A single administration of a supratherapeutic dose of tianeptine does not induce psychostimulant effect in young healthy volunteers in contrast to methylphenidate at a therapeutic dose. These findings suggest an absence of psychostimulant liability of tianeptine in a therapeutic situation.[^21]
[^1]: Delalleau B, Dulcire C, Le moine P, Kamoun A. Analysis of the side effects of tianeptine. Clin Neuropharmacol. 1988;11 Suppl 2:S83-9.
[^2]: Delalleau B, Dulcire C, Le moine P, Kamoun A. Analysis of the side effects of tianeptine. Clin Neuropharmacol. 1988;11 Suppl 2:S83-9.
[^18]: Gassaway MM, Rives ML, Kruegel AC, Javitch JA, Sames D. The atypical antidepressant and neurorestorative agent tianeptine is a μ-opioid receptor agonist. Transl Psychiatry. 2014;4:e411.

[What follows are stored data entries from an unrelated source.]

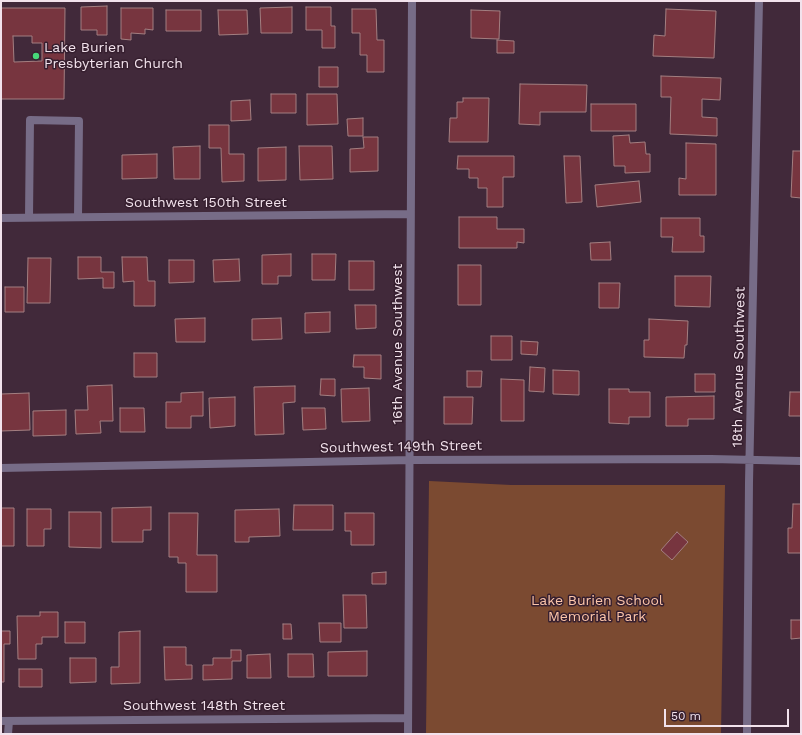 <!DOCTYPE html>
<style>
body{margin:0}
#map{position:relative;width:802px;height:735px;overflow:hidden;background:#41293a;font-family:"Work Sans",sans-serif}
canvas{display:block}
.frame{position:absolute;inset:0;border:2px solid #f2e2ec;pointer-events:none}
.scale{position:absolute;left:664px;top:709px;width:125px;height:18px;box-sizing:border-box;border:2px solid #f2e2ec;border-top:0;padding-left:5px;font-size:12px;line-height:14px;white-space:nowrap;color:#f2e2ec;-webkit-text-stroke:3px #361f2f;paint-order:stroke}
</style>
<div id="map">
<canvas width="802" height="735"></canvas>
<div class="frame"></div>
<div class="scale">50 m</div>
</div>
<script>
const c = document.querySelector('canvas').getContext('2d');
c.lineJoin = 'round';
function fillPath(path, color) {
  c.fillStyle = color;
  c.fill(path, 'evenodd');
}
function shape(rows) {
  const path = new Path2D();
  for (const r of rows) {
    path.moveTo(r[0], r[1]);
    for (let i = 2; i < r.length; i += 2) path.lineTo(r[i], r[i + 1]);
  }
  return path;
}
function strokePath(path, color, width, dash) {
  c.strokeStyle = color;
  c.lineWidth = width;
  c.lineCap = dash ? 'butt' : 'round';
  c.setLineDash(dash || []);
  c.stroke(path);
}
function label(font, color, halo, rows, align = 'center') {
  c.font = font + ' "Work Sans",sans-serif';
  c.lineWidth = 3;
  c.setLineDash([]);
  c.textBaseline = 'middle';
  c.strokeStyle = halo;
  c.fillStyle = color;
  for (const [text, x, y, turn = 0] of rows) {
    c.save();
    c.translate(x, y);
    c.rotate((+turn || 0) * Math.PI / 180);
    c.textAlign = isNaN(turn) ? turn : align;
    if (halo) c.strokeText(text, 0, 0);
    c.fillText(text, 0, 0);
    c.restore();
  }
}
fillPath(shape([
 [429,481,511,485,725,485,721,734,426,734]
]), '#7b4a31');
const building = shape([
 [107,6,107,35,97,35,97,30,81,30,81,7,107,6],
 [292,7,292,33,261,33,260,8,292,7],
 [306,7,331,7,331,26,335,26,335,48,322,48,322,30,306,30,306,7],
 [1,8,65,8,64,99,1,99,1,8],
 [13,36,32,36,32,43,42,43,42,61,14,62,13,36],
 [121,8,153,8,153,30,145,29,145,34,131,33,131,40,121,39,121,8],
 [352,9,376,9,377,40,384,40,384,72,367,72,367,55,360,55,360,33,352,33,352,9],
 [666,9,716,11,714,58,653,56,654,35,665,36,666,9],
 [166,10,201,10,201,31,166,31,166,10],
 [218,10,247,10,248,34,219,35,218,10],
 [471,10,500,11,499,39,471,38,471,10],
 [497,40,514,41,514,53,497,53,497,40],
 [319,67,338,67,338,87,319,87,319,67],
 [661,76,721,78,720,100,702,99,702,117,717,118,717,136,670,134,671,97,661,97,661,76],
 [520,84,587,85,586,112,540,112,540,125,519,124,520,84],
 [271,94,296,94,296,113,271,113,271,94],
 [307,94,337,94,338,124,307,125,307,94],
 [463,98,489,98,488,142,449,142,450,118,457,118,457,102,463,102,463,98],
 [250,100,251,120,231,121,231,101,250,100],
 [591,104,636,104,636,131,591,131,591,104],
 [363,118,363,136,348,136,347,119,363,118],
 [209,125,229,125,229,154,244,154,244,181,222,182,221,148,209,148,209,125],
 [629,135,630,143,645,142,646,154,650,154,650,172,625,173,625,166,614,166,613,136,629,135],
 [363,137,378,137,378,171,350,172,350,149,364,148,363,137],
 [686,143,716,144,716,195,679,195,679,178,686,179,686,143],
 [200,146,200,179,174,179,173,147,200,146],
 [299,146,332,146,333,179,300,180,299,146],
 [286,147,286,180,258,181,258,148,286,147],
 [793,151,801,151,801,198,791,197,793,151],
 [157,154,157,178,122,179,122,155,157,154],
 [458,156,514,156,514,177,503,177,503,207,487,207,487,188,478,188,478,178,469,178,469,169,457,169,458,156],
 [564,156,580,156,582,202,566,203,564,156],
 [639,181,641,202,597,207,595,185,639,181],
 [459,217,497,217,497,229,524,229,524,243,517,242,517,248,459,248,459,217],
 [661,218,700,218,700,236,704,236,704,252,672,252,673,237,661,237,661,218],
 [610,242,611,260,591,260,590,243,610,242],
 [291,254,291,276,278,276,278,284,262,284,262,255,291,254],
 [312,254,336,254,335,280,312,280,312,254],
 [78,257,101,257,101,272,114,272,114,288,103,288,103,278,78,279,78,257],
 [122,257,147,257,148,281,155,281,155,306,134,306,134,281,123,282,122,257],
 [28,258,51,258,50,303,27,303,28,258],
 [239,259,240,281,214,282,213,260,239,259],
 [169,260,194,260,194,282,169,283,169,260],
 [349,261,374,261,374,290,349,290,349,261],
 [458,265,481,265,481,305,458,305,458,265],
 [675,276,711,276,710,307,675,306,675,276],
 [599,283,620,283,619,308,599,308,599,283],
 [5,287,24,287,24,312,5,312,5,287],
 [355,305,376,305,376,328,356,329,355,305],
 [330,312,330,332,305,333,305,313,330,312],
 [205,318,205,342,176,342,175,319,205,318],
 [281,318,282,339,252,340,252,319,281,318],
 [649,319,688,321,687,345,685,345,684,358,644,357,644,340,649,340,649,319],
 [491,336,512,336,512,360,491,360,491,336],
 [521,341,538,342,537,355,521,354,521,341],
 [134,353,157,353,157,377,134,377,134,353],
 [354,355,381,355,381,379,364,378,364,367,353,367,354,355],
 [530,367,545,368,544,392,529,391,530,367],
 [553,370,579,371,579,395,553,394,553,370],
 [467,371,482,371,481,387,467,387,467,371],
 [695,374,715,374,715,392,695,392,695,374],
 [321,379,335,379,335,396,320,395,321,379],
 [501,379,524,380,524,421,501,421,501,379],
 [112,385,113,421,100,421,101,433,76,434,75,410,88,410,87,386,112,385],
 [295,386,295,402,283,403,284,434,255,435,254,387,295,386],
 [369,388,370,421,342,422,341,389,369,388],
 [609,389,629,389,629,392,650,392,650,417,629,417,629,424,609,423,609,389],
 [203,392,203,416,191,416,191,428,166,428,166,402,181,402,181,393,203,392],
 [790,392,801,392,801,416,789,416,790,392],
 [29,393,30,430,1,431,1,394,29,393],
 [714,396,714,419,688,419,688,426,666,426,666,397,714,396],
 [235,397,235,426,210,428,209,398,235,397],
 [444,397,473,397,472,424,444,424,444,397],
 [120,408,144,408,145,432,120,432,120,408],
 [302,408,325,408,326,429,303,430,302,408],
 [66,410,66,435,33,436,33,411,66,410],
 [793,504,801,504,801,553,788,553,788,528,792,528,793,504],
 [294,505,333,505,333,530,293,530,294,505],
 [151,507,151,530,143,530,143,542,112,542,112,508,151,507],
 [1,508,14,508,14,546,1,546,1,508],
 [27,509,51,509,51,529,44,529,44,546,27,546,27,509],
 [279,509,280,536,249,537,249,542,235,542,235,510,279,509],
 [69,512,101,512,101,548,69,547,69,512],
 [169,513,198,513,197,555,217,555,217,592,186,592,186,563,178,563,178,557,169,557,169,513],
 [345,513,374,513,374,545,351,545,351,531,345,531,345,513],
 [677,532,688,542,672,560,661,550,677,532],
 [386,572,386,584,372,584,372,573,386,572],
 [343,595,366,595,367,628,344,628,343,595],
 [40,612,58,612,58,637,42,637,42,644,36,644,36,659,18,659,17,616,40,616,40,612],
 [791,620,801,620,801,638,791,639,791,620],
 [65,622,85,622,85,643,65,643,65,622],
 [319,623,341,623,341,642,320,642,319,623],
 [283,624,291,624,292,639,283,639,283,624],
 [1,631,10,631,10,644,4,644,4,682,1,682,1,631],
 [140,631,140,683,111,684,111,667,119,667,119,632,140,631],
 [164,647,186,647,186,665,192,665,192,679,165,680,164,647],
 [231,650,241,650,241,661,232,661,232,679,203,680,203,665,213,665,213,658,231,658,231,650],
 [367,651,367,676,328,676,328,652,367,651],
 [270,654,271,678,247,678,247,655,270,654],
 [288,654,313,654,314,677,288,677,288,654],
 [70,658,96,658,96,682,70,683,70,658],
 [19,669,42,669,42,687,19,687,19,669]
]);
fillPath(building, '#77353f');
strokePath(building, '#a37f81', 1);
strokePath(shape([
 [29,217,30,120,79,121,78,217],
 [8,734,9,721]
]), '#776c87', 8);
strokePath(shape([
 [1,218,410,214],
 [1,468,411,460,711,459,801,461],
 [1,721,408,718],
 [408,734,412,1],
 [747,734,749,482,759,1]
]), '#776c87', 8);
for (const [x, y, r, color] of [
 [36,56,4,"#47d779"]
]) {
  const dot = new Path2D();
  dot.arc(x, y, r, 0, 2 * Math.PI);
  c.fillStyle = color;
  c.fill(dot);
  strokePath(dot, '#361f2f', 1.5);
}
label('14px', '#f2e2ec', '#361f2f', [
 ["Lake Burien",44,48],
 ["Presbyterian Church",44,64]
], 'left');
label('14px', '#f2e2ec', '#361f2f', [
 ["Southwest 150th Street",206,203],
 ["16th Avenue Southwest",398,344,-90],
 ["18th Avenue Southwest",739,367,-89],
 ["Southwest 149th Street",401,447,-1],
 ["Southwest 148th Street",204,706]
]);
label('14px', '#fdc6aa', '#361f2f', [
 ["Lake Burien School",597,601],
 ["Memorial Park",597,617]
]);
</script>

[^20]: Moon J, Jung KH, Shin JW, et al. Safety of tianeptine use in patients with epilepsy. Epilepsy Behav. 2014;34:116-9.
[^21]: Bernard K, Penelaud PF, Mocaër E, Donazzolo Y. Absence of psychostimulant effects of a supratherapeutic dose of tianeptine: a placebo-controlled study versus methylphenidate in young healthy volunteers. J Clin Psychopharmacol. 2011;31(4):441-8.
[^19]: Rouby F, Pradel V, Frauger E, et al. Assessment of abuse of tianeptine from a reimbursement database using ‘doctor-shopping’ as an indicator. Fundam Clin Pharmacol. 2012;26(2):286-94.